Word's IntelliSense features usually kick in when you type a space, a bracket, or a punctuation mark. Word then looks at what you just wrote, checks it against your AutoCorrect and AutoFormat settings, and changes your text if appropriate. If automatic proofing is enabled, Word also checks the spelling and grammar of your typing - all at the speed of light.
Being a fast, compiled application, Word has all the time it needs to look over your shoulder and watch what you're doing. In a VBA application, however, you don't have that luxury. As far as I can tell, there's no workable method to monitor Word continuously and execute a command or macro when a certain string is typed. But there's another way.

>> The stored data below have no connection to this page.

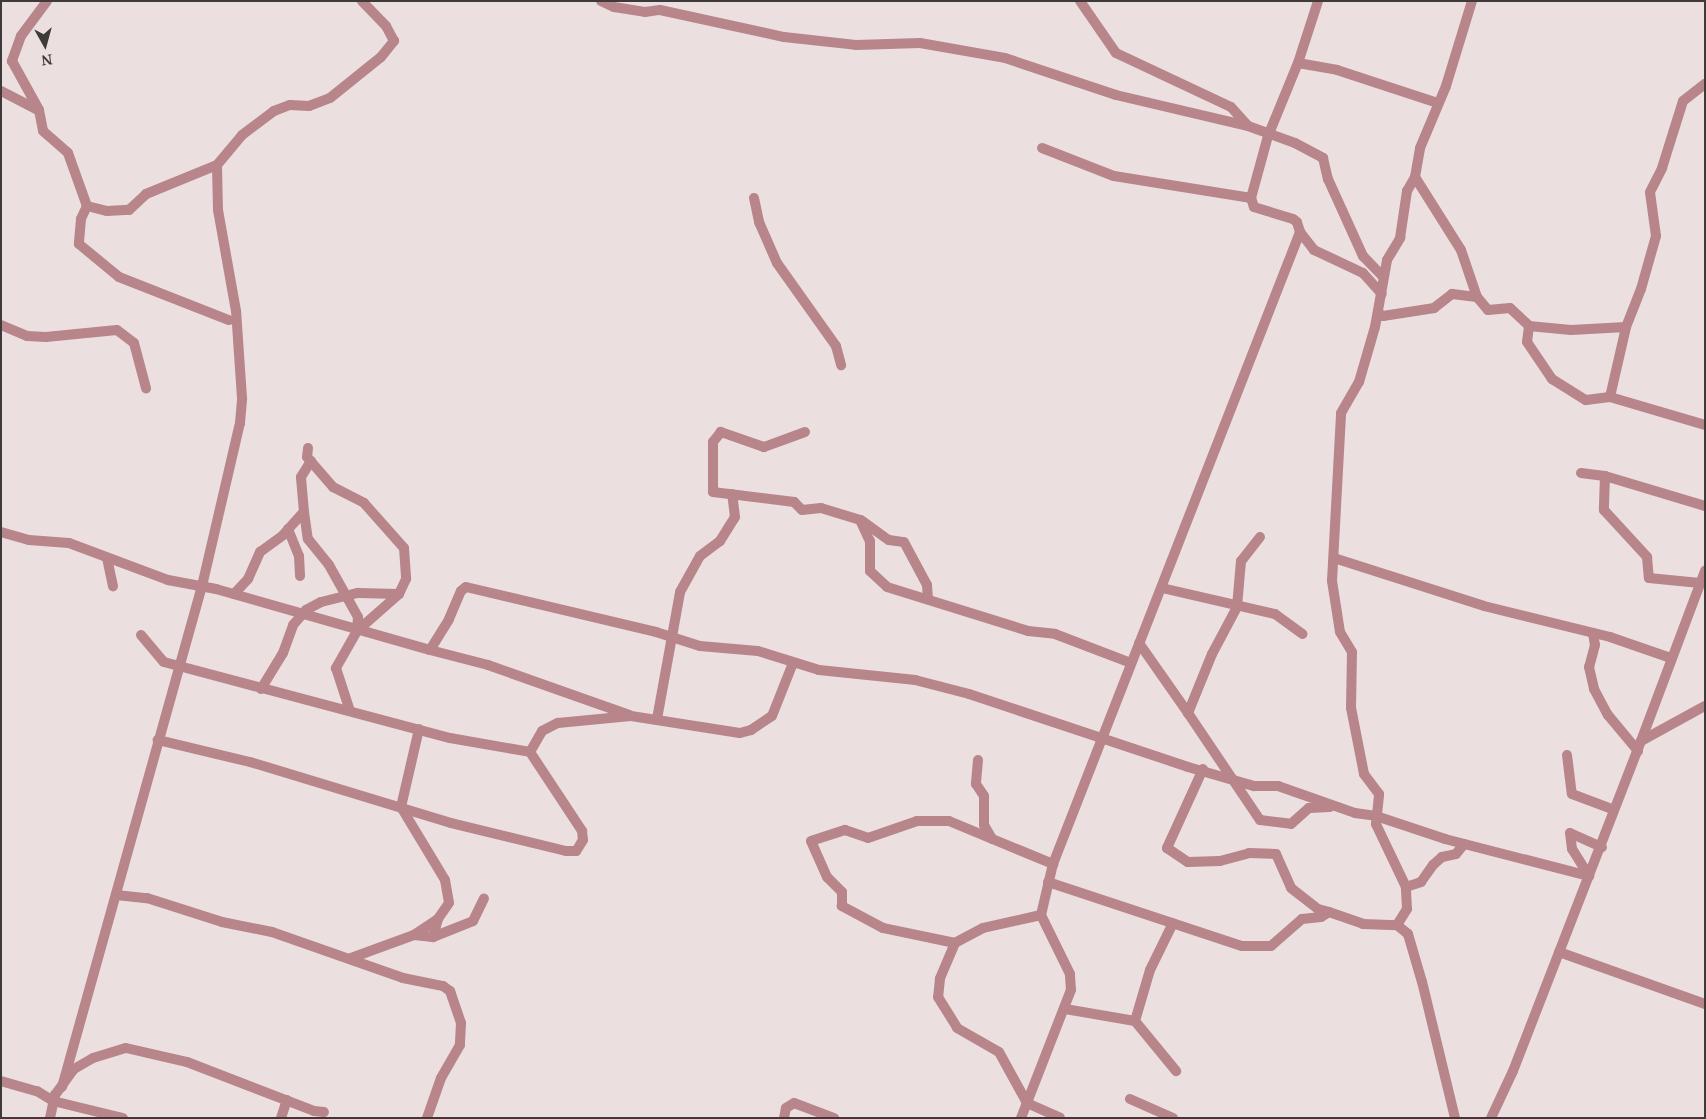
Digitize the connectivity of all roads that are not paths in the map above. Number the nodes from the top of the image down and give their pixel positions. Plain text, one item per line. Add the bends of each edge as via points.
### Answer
1 (47, 1) edge
2 (362, 1) edge
3 (601, 1) edge
4 (1080, 1) edge
5 (1318, 1) edge
6 (1472, 1) edge
7 (1298, 63) junction
8 (1705, 84) edge
9 (1, 91) edge
10 (1438, 103) junction
11 (39, 110) junction
12 (1248, 126) junction
13 (1268, 136) junction
14 (1042, 148) dead end
15 (217, 164) junction
16 (1415, 177) junction
17 (754, 198) dead end
18 (1251, 198) junction
19 (87, 206) junction
20 (1300, 232) junction
21 (1383, 277) junction
22 (1382, 294) junction
23 (1477, 296) junction
24 (1378, 313) junction
25 (229, 320) dead end
26 (1, 325) edge
27 (1529, 326) junction
28 (1626, 327) junction
29 (841, 366) dead end
30 (146, 388) dead end
31 (1610, 397) junction
32 (1705, 425) edge
33 (805, 432) dead end
34 (308, 448) dead end
35 (311, 460) junction
36 (1581, 473) dead end
37 (1604, 476) junction
38 (732, 494) junction
39 (1705, 506) edge
40 (304, 512) junction
41 (860, 520) junction
42 (288, 529) junction
43 (1, 532) edge
44 (1260, 537) dead end
45 (107, 558) junction
46 (1334, 558) junction
47 (1705, 572) edge
48 (300, 576) dead end
49 (1700, 583) junction
50 (113, 586) dead end
51 (202, 586) junction
52 (1162, 588) junction
53 (234, 594) junction
54 (399, 594) junction
55 (347, 597) junction
56 (928, 598) junction
57 (1237, 607) junction
58 (301, 614) junction
59 (357, 631) junction
60 (1593, 633) junction
61 (1303, 634) dead end
62 (142, 635) dead end
63 (670, 637) junction
64 (1139, 643) junction
65 (430, 650) junction
66 (1671, 658) junction
67 (794, 663) junction
68 (1131, 663) junction
69 (179, 667) junction
70 (261, 689) junction
71 (1705, 706) edge
72 (350, 711) junction
73 (1188, 713) junction
74 (631, 716) junction
75 (657, 719) junction
76 (419, 730) junction
77 (1105, 738) junction
78 (158, 740) junction
79 (1640, 746) junction
80 (530, 752) junction
81 (1568, 755) dead end
82 (978, 760) dead end
83 (1203, 768) junction
84 (1230, 778) junction
85 (1335, 806) junction
86 (401, 807) junction
87 (1612, 809) junction
88 (1376, 816) junction
89 (992, 839) junction
90 (1464, 844) junction
91 (1602, 847) junction
92 (1053, 864) junction
93 (1589, 876) junction
94 (1048, 882) junction
95 (1406, 887) junction
96 (116, 895) junction
97 (484, 898) dead end
98 (1329, 912) junction
99 (1041, 915) junction
100 (438, 919) junction
101 (1173, 923) junction
102 (1396, 925) junction
103 (414, 935) junction
104 (433, 937) junction
105 (955, 942) junction
106 (1558, 952) junction
107 (351, 958) junction
108 (1705, 1004) edge
109 (1065, 1009) junction
110 (1135, 1021) junction
111 (1176, 1071) dead end
112 (1, 1081) edge
113 (62, 1087) junction
114 (1130, 1099) dead end
115 (287, 1100) junction
116 (54, 1101) junction
117 (1027, 1103) junction
118 (324, 1112) dead end
119 (50, 1118) edge
120 (122, 1118) edge
121 (281, 1118) edge
122 (428, 1118) edge
123 (784, 1118) edge
124 (834, 1118) edge
125 (1020, 1118) edge
126 (1060, 1118) edge
127 (1173, 1118) edge
128 (1455, 1118) edge
129 (1491, 1118) edge

1 - 11 street via 21,36 12,62
2 - 15 street via 386,26 394,41 381,57 330,98 309,106 290,105 268,115 242,135
3 - 12 street via 614,7 645,12 660,10 784,38 856,44 920,43 1005,58 1116,95
4 - 12 street via 1116,53 1231,107
5 - 7 street
6 - 10 street via 1454,65
7 - 10 street via 1337,70
7 - 13 street
8 - 28 street via 1683,101 1662,168 1650,192 1656,236 1642,289
9 - 11 street
10 - 16 street via 1420,148
11 - 19 street via 43,131 68,153
12 - 13 street
13 - 18 street
13 - 21 street via 1295,143 1324,158 1328,179 1363,256
14 - 18 street via 1114,176
15 - 19 street via 146,194 129,210 107,211
15 - 51 street via 218,210 236,311 242,398
16 - 21 street via 1407,191 1400,238
16 - 23 street via 1461,250
17 - 29 street via 759,222 777,263 836,346
18 - 20 street via 1254,207 1298,222
19 - 25 street via 81,219 78,244 119,278
20 - 22 street via 1314,250 1363,273
20 - 52 street via 1251,361 1215,442
21 - 22 street
22 - 24 street
23 - 24 street via 1452,294 1434,308 1383,316
23 - 27 street via 1488,310 1510,308
24 - 46 street via 1359,382 1338,426
26 - 30 street via 27,336 46,337 117,330 134,343
27 - 28 street via 1572,330
27 - 31 street via 1527,342 1552,379 1586,400
28 - 31 street
31 - 32 street
33 - 38 street via 764,447 722,432 713,442 713,492
34 - 35 street
35 - 40 street via 302,477
35 - 54 street via 333,487 364,503 404,548 406,579
36 - 37 street
37 - 39 street
37 - 49 street via 1604,510 1647,557 1649,578
38 - 41 street via 794,502 802,510 822,508
38 - 63 street via 735,517 720,542 700,556 680,592
40 - 42 street
40 - 55 street via 308,539
41 - 56 street via 889,540 904,542 926,585
41 - 56 street via 870,541 870,571 874,577 896,591
42 - 48 street via 299,556
42 - 53 street via 260,552 248,579
43 - 45 street via 29,540 68,543
44 - 57 street via 1241,561
45 - 50 street
45 - 51 street via 168,580
46 - 60 street via 1484,606
46 - 88 street via 1332,581 1340,632 1352,652 1349,682 1355,733 1364,774 1379,794
47 - 49 street
49 - 66 street
51 - 53 street
51 - 69 street
52 - 57 street
52 - 64 street
53 - 58 street
54 - 55 street
54 - 59 street
55 - 58 street via 321,602
55 - 59 street via 358,617
56 - 68 street via 1028,630 1055,634
57 - 61 street via 1275,614
57 - 73 street via 1212,654
58 - 59 street
58 - 70 street
59 - 65 street
59 - 72 street via 336,668
60 - 66 street
60 - 79 street via 1595,645 1589,667 1594,689 1608,715
62 - 69 street via 164,662
63 - 65 street via 466,588 461,591
63 - 67 street via 700,646 758,652
63 - 75 street
64 - 68 street
64 - 73 street
65 - 74 street via 488,665
66 - 79 street
67 - 75 street via 772,716 751,730 740,733
67 - 77 street via 819,670 915,680
68 - 77 street
69 - 70 street
69 - 78 street
70 - 72 street
71 - 79 street
72 - 76 street
73 - 84 street
74 - 75 street
74 - 80 street via 558,723 542,731
76 - 80 street
76 - 86 street
77 - 83 street via 1161,759
77 - 92 street
78 - 86 street via 250,762
78 - 96 street
79 - 87 street
80 - 86 street via 582,831 583,840 576,851 451,823
81 - 87 street via 1572,794
82 - 89 street via 976,784 984,796 984,825
83 - 84 street
83 - 98 street via 1167,848 1188,862 1220,861 1249,852 1276,854 1291,888 1318,909
84 - 85 street via 1254,786 1278,786
84 - 85 street via 1260,820 1291,824 1309,808
85 - 88 street
86 - 100 street via 445,880 449,903
87 - 91 street
88 - 90 street
88 - 95 street via 1381,836
89 - 92 street
89 - 105 street via 949,821 917,821 868,838 845,830 811,841 827,877 842,892 842,906 883,928
90 - 93 street
90 - 95 street via 1456,854 1433,865 1421,882
91 - 93 street
91 - 93 street via 1570,833 1572,849
92 - 94 street
93 - 106 street
94 - 99 street
94 - 101 street
95 - 102 street via 1407,909
96 - 107 street via 147,898 222,922 272,932
96 - 113 street
97 - 104 street via 473,921
98 - 101 street via 1321,917 1302,919 1271,946 1242,946
98 - 102 street via 1363,924
99 - 105 street via 983,928
99 - 109 street via 1070,974 1071,990
100 - 103 street
100 - 104 street
101 - 110 street via 1150,970
102 - 128 street via 1408,934
103 - 104 street
103 - 107 street
105 - 117 street via 940,979 938,997 957,1028 999,1052
106 - 108 street
106 - 129 street via 1514,1071
107 - 122 street via 404,978 443,986 450,991 462,1023 460,1045 440,1078
109 - 110 street
109 - 117 street
110 - 111 street
112 - 116 street via 37,1091
113 - 115 street via 74,1069 93,1058 126,1048 187,1062
113 - 116 street
114 - 127 street
115 - 118 street
115 - 121 street
116 - 119 street
116 - 120 street
117 - 125 street
117 - 126 street
123 - 124 street via 786,1108 794,1104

You probably know that you can assign a macro, command, style, AutoText entry, font, or symbol to a shortcut key or key combination of your choice using the Add method of the KeyBindings collection. For example, the following code assigns the Arial font to the [Ctrl][Shift][A] key combination:
KeyBindings.Add KeyCategory:=wdKeyCategoryFont, _
Command:="Arial", KeyCode:= _
BuildKeyCode(wdKeyControl, wdKeyShift, wdKeyA)
This instruction uses the BuildKeyCode method to create a numeric value by adding one, two, or three values, which are categorized in the Object Browser under the wdKey list of constants. Normally, you would use this option with key combinations that involve the [Alt], [Ctrl], and/or [Shift] modifier key, but nothing forbids you from linking a macro with an unmodified key, such as the key that produces the letter "f" or the slash character. For example, the following code assigns the lowercase "f" key to the Intercept_F macro:
KeyBindings.Add KeyCode:=wdKeyF,_
KeyCategory:=wdKeyCategoryMacro, _
Command:="Intercept_F"
Here, wdKeyF (decimal value 70) is one of the wdKey constants that you can look up in the Object Browser. Because the constant values for alphabetical characters in the range a-z and A-Z are always the same, regardless of the keyboard layout, it's safe to use them. Later in this article, you'll find out that, for many other keyboard characters, it's dangerous to rely on wdKey constants, and you'll have to use another way to get the correct key codes.
First Exercise: AutoDegrees
Let's assume you want to automate the formatting of Fahrenheit and Celsius (Centigrade) degrees. You decide that typing the uppercase letter F or C immediately after one or more numeric characters should insert the degrees character (° - ANSI value 176) between the numerals and the F and C characters. So, when you type 125F, Word automatically changes your typing into 125°F, and 90C becomes 90°C. What you need is one macro that's triggered by typing the letter F and another one that runs when you type the letter C. The routine in FIGURE 2 creates these keyboard assignments.
Sub ActivateAutoDegrees()
' Define where the customization is stored.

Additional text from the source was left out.